Statistical analysis
Statistical differences between experimental and control groups were determined by the Student’s t-test using GraphPad Prism 7 software (GraphPad Software, San Diego, CA, USA). Statistical significance was set at P < 0.05. All data are represented as the mean ± standard deviation (SD) from three independent experiments.
The numerical data used in all figures are included in S1 Data.
Supporting information
S1 Data. Excel spreadsheet containing, in separate sheets, the underlying numerical data for Figs 1A, 1B, 1C, 1D, 1E, 1F, 1G, 1H, 1I, 1J, 1M, 1N, 3C, 3D, 4A, 4B, 4C, 4D, 5A, 5B, 6B, S1C and S1D.
https://doi.org/10.1371/journal.ppat.1012379.s001
(XLSX)
S1 Fig. DHX35 translocates from the nucleus into the cytosol after stimulation.

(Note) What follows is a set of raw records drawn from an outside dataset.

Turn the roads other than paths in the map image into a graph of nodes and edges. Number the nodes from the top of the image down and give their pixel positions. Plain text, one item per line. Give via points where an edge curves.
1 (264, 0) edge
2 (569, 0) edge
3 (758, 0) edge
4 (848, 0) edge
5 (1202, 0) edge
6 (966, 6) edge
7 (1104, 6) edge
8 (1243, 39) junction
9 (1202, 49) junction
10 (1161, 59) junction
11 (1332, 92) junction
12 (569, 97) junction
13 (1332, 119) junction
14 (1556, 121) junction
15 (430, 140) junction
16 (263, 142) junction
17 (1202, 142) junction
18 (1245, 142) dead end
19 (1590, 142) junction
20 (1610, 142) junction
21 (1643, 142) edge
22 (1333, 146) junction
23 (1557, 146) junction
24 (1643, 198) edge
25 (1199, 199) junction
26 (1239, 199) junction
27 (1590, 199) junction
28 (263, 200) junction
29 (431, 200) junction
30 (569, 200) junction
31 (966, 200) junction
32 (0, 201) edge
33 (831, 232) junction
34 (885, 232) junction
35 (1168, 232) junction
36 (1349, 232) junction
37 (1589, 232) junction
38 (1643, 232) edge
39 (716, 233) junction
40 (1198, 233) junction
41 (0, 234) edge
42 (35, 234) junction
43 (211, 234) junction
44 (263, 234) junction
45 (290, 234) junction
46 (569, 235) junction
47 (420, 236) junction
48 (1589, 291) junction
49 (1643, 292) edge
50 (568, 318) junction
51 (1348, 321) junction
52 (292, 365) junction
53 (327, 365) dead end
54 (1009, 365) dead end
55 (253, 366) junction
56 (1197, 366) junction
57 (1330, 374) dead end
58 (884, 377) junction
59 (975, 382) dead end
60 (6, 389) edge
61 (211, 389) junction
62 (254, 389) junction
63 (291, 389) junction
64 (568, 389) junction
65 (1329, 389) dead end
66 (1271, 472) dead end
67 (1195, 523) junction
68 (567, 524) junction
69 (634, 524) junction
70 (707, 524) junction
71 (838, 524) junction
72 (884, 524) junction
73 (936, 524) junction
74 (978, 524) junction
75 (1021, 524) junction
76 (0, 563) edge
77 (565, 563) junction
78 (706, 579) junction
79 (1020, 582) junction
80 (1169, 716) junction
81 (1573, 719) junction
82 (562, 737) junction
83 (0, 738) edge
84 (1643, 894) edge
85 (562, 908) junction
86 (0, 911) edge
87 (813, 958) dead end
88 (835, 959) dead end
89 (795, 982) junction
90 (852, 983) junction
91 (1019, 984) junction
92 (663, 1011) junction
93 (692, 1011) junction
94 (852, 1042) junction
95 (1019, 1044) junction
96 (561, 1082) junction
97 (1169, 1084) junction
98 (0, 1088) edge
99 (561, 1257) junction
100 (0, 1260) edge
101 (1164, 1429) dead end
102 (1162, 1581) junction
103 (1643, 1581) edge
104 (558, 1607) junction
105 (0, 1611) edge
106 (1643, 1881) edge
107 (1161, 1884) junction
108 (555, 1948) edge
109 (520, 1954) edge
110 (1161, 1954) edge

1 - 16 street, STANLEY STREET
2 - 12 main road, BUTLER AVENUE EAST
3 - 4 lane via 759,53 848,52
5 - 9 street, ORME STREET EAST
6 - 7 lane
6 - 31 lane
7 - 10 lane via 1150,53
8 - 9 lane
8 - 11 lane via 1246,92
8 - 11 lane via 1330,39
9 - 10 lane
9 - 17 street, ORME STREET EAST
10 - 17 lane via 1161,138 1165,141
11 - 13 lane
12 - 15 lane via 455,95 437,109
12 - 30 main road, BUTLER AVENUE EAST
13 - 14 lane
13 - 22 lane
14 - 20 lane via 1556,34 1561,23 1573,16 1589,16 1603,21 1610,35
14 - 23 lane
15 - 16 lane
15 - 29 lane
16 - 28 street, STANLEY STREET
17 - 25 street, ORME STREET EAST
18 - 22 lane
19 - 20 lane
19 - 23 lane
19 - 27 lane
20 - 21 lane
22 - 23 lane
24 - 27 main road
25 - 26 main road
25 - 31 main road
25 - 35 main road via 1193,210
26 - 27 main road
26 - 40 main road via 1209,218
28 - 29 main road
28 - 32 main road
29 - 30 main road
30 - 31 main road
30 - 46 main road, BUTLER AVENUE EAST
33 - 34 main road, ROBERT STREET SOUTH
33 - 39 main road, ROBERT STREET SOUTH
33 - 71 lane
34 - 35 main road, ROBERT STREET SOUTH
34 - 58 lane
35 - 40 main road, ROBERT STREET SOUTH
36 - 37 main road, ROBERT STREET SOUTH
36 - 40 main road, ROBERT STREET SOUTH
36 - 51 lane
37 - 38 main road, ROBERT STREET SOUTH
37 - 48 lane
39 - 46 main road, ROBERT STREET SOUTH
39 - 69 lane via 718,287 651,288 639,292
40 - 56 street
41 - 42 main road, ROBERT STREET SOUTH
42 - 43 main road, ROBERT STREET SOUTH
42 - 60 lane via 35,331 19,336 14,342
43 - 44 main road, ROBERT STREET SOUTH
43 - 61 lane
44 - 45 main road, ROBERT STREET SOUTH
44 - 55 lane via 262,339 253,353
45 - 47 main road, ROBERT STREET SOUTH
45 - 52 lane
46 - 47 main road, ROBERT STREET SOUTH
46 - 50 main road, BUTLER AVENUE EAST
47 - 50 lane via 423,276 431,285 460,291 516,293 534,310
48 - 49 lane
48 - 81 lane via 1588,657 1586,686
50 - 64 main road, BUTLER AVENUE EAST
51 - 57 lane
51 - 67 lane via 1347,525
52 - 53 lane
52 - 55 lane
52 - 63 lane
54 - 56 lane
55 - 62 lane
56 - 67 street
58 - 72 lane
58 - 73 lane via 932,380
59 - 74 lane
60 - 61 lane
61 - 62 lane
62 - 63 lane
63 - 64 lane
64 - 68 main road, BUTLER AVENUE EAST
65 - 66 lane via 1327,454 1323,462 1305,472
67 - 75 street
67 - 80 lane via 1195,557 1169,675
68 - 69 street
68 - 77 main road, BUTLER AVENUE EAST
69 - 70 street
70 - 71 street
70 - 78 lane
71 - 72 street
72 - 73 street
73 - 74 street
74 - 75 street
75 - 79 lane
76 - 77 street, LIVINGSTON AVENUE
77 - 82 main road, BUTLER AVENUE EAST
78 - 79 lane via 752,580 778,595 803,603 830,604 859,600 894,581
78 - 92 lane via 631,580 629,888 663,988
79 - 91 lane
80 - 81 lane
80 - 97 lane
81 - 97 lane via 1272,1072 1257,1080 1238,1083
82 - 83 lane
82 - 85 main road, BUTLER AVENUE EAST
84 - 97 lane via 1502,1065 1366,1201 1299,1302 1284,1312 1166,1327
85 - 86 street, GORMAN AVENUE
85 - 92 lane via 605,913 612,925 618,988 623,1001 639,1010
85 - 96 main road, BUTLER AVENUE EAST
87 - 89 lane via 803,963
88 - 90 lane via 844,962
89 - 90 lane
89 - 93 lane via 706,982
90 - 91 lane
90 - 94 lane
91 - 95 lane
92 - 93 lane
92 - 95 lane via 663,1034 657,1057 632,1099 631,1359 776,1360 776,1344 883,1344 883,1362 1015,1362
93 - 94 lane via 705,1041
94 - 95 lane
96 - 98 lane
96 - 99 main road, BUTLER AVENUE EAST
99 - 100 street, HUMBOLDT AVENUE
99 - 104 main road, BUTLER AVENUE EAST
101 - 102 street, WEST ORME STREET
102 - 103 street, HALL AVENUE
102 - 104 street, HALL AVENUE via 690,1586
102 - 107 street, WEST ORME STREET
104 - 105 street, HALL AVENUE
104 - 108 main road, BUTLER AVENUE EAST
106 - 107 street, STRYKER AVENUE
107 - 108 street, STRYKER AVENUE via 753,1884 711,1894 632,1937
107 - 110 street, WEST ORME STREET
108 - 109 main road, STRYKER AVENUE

(A) A549 cells were transfected with poly(I:C)-H, poly(I:C)-L, and poly(dA:dT). Six hours later, protein in the cytosol and nucleus was extracted and subjected to SDS-PAGE to detect the expression of DHX35, β-tubulin, and Lamin B. Data are representative of three independent experiments. (B) A549 cells were infected with influenza A and RSV A2 virus for 6 h and then DHX35 expression was detected by immunofluorescence. (C) the location of DHX35 was analyzed using Image J software. (D) A549 cells were infected with influenza A and RSV A2 virusfor 18 h. Then, RNA was extracted and qPCR were performed to detect the expression of DHX35. (E) A549 cells were infected with influenza A and RSV A2 virus for 6 h, Then, cells were lysed and subjected to SDS-PAGE to detect the expression of DHX35. Data are representative of three independent experiments. (F) A549 cells were transfected with poly(I:C)-H, poly(I:C)-L, and poly(dA:dT) for 6 h, Then, cells were lysed and subjected to SDS-PAGE to detect the expression of DHX35. Data are representative of three independent experiments.
https://doi.org/10.1371/journal.ppat.1012379.s002
(TIF)
Acknowledgments
We thank Professor Chunlai Jiang (College of Life Science, Jilin University, China) for kindly providing influenza A and RSV A2 virus.